[[ DATA FOR REVIEW, beginning ]]

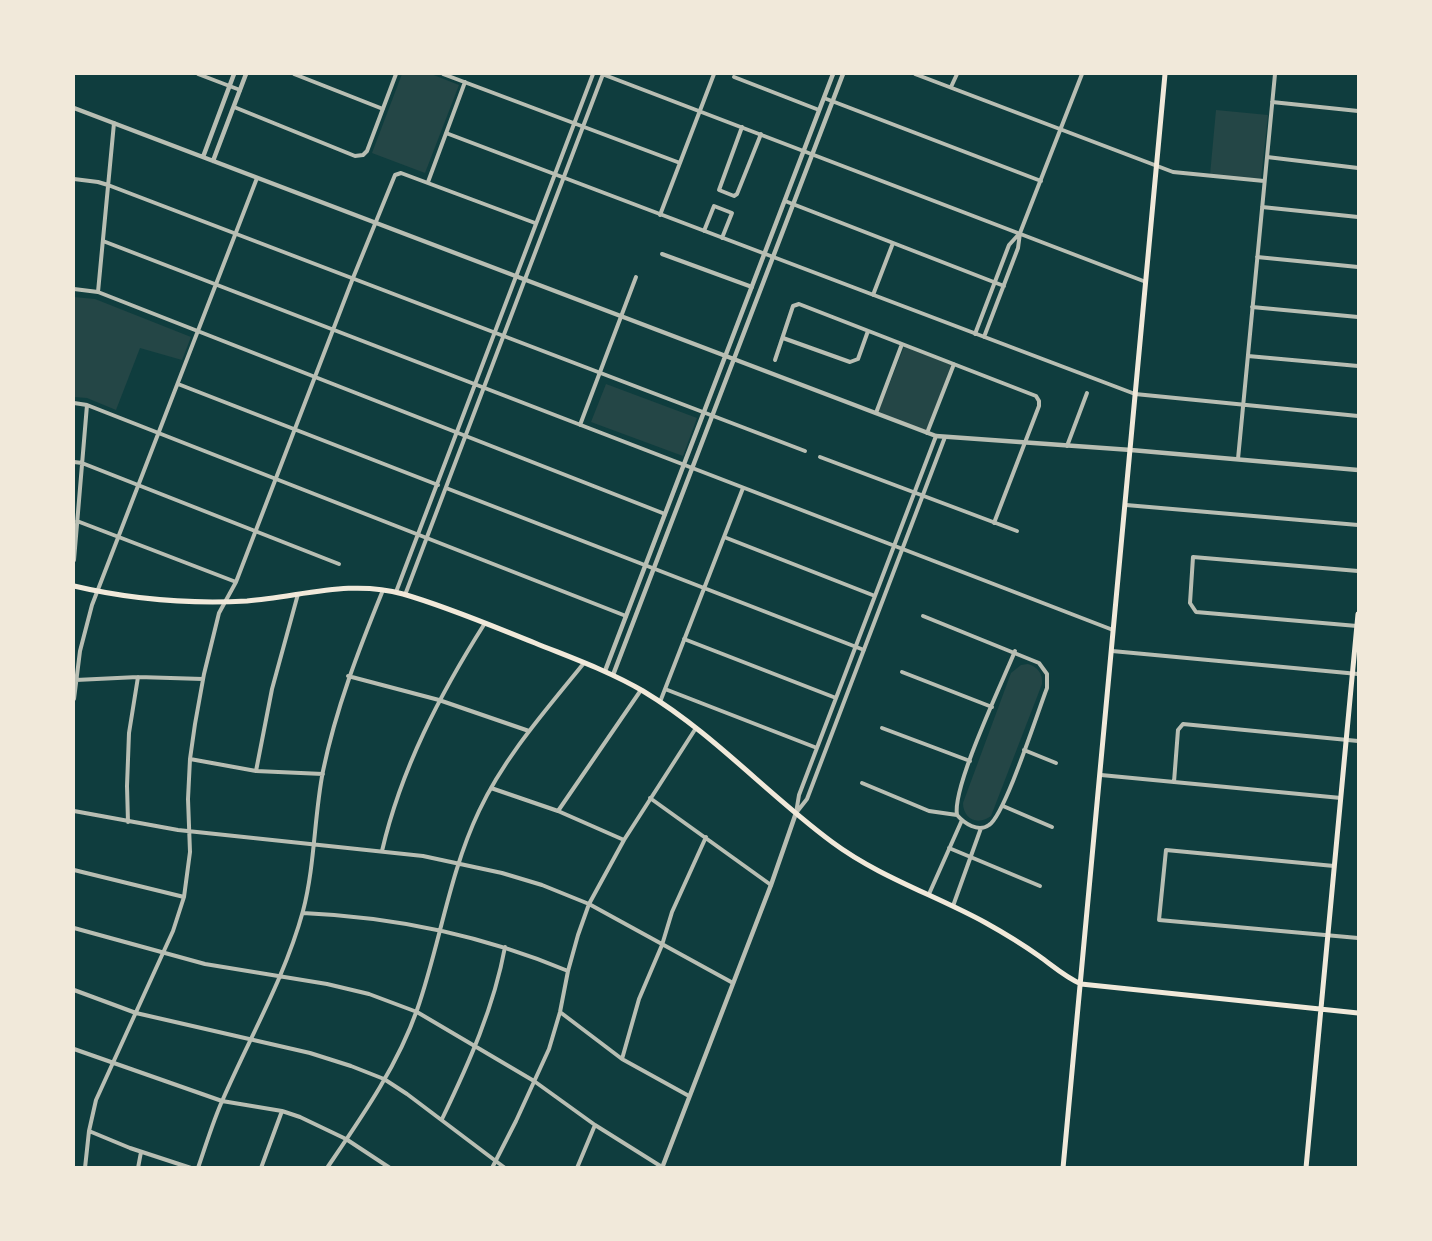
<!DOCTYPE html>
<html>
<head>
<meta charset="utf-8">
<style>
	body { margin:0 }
	#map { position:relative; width:1432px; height:1241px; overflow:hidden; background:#0f3d3e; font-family:"Noto Sans",sans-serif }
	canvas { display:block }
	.frame { position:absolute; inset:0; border:75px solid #f1e9da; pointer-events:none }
</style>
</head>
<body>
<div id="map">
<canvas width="1432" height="1241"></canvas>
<div class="frame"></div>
</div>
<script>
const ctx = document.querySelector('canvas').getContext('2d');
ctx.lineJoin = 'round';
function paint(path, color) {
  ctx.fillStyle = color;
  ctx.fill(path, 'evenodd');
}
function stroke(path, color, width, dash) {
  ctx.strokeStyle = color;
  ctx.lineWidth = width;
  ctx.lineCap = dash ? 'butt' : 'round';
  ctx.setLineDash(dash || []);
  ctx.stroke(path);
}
paint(new Path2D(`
	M402 74H431L459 85 425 173 372 153Z
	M1216 110 1268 115 1261 179 1210 175Z
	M74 297 95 299 191 337 182 360 140 348 116 410 87 398 74 397Z
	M904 347 952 365 926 431 878 413Z
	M606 384 697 418 683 456 591 422Z
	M1028 664C1038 667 1043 674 1042 684L991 816C978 826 963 819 963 803L1011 673 1021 665Z`), '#244646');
stroke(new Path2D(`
	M198 74 240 90
	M294 74 383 109
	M443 74 680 163
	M602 74 1146 282
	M915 74 1173 172 1264 181
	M734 77 819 110
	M951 87 957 74
	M824 98 1041 181
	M1272 102 1358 111
	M234 107 355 156 363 155 367 151 396 74
	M742 127 719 190 734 196 737 194 761 134
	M446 133 1135 394 1358 416
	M1267 157 1358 168
	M74 179 98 182 108 185 805 451
	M428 182 465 82
	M785 201 1004 286
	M1262 207 1358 217
	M660 215 714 74
	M704 231 714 206 732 213 722 238
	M103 241 1113 630
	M662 254 752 287
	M1257 257 1358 267
	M74 289 98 292 665 514
	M98 292 114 123
	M873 295 893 243
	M1252 307 1358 317
	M975 334 1009 245 1019 234
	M984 337 1018 248 1020 233 1082 74
	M783 338 850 362 858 359 868 331
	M1248 356 1358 366
	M775 360 793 306 799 304 1036 396 1039 401V406L994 523
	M178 384 438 485
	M74 403 87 405 626 616
	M876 413 902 344
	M580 425 636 277
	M927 433 954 364
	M1067 446 1087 393
	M820 457 1017 531
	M1238 459 1275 74
	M74 462 82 463 339 564
	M446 488 864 650
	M1126 505 1358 525
	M77 521 236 582
	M724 537 875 596
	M74 560 87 405
	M396 592 593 74
	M405 595 603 74
	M923 616 1039 663 1047 674V688C1038 711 1005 815 989 825 978 833 964 823 957 815 952 787 1002 683 1015 651
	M1357 626 1196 612 1190 603 1193 557 1358 571
	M684 639 836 698
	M1112 651 1358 674
	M902 672 992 707
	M348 676 439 700 529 731
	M76 680 138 677 203 679
	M665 689 817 748
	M74 699 80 651 92 605 257 178
	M660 702 743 488
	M882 728 970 761
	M1024 750 1056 763
	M190 759 256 771 323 774
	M256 771 272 689 298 594
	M1101 775 1341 798
	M1174 782 1178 730 1183 724 1358 741
	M862 783 929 811 957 815
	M491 788 558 811 624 840
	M650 798 771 885
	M1003 806 1052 827
	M74 811 178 830 423 856 502 873 542 885 589 904 733 983
	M558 811 641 690
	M796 813 807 799 945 437
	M796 813 799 795 936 436
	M128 822 127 786 129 733 138 677
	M949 848 1040 886
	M382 851C401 769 440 694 485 623
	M1334 866 1166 850 1159 920 1358 938
	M74 870 184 897
	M929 894 962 820
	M953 906 981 828
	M303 913C395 917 482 935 568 971
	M74 928 205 964 327 984 369 994 417 1012 534 1081 595 1125 662 1167
	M74 990 136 1013 310 1053 351 1066 384 1079 407 1094 505 1168
	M560 1012 622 1059 689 1096
	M74 1049 222 1101 282 1111 300 1117 346 1139 390 1168
	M622 1059 639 999 662 945 672 912 706 837
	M442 1119C469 1063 494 1007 505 947
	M89 1131 130 1148 191 1168
	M85 1168 89 1131 96 1100 173 931 184 897 190 852 188 799 190 759 195 724 204 674 219 613 236 582 353 278 395 175 401 173 535 223
	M138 1168 141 1152
	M198 1168C206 1145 213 1121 223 1099 250 1037 285 977 303 911 315 865 314 817 323 771 336 708 359 649 383 590
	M261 1168 282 1111
	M327 1168C361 1118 397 1067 417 1010 440 944 449 874 479 811 505 756 546 710 584 663
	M492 1168 516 1121 549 1049 560 1012 568 971 578 935 589 904 624 840 696 728
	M577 1168 595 1125`), '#b8beb3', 4);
stroke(new Path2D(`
	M74 108 936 436 1131 450 1358 470
	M203 157 234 74
	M213 161 246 74
	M605 671 833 74
	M613 675 843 74
	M662 1168 771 885 796 813`), '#b8beb3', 4.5);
stroke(new Path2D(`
	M74 586C129 599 190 604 247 601 300 597 350 579 403 594 448 607 492 626 535 643 572 658 609 671 643 691 713 733 767 794 832 842 879 877 935 895 986 923 1004 933 1022 944 1039 956 1053 966 1065 977 1081 984L1358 1013
	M1063 1168 1165 74
	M1306 1168 1358 614`), '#f1e9da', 5);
</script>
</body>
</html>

[[ DATA FOR REVIEW, end ]]

* **TASK TO CARRY OUT**
Report each line of the data that includes the string "canvas".

* **PROBLEM SOLUTION**
	canvas { display:block }
<canvas width="1432" height="1241"></canvas>
const ctx = document.querySelector('canvas').getContext('2d');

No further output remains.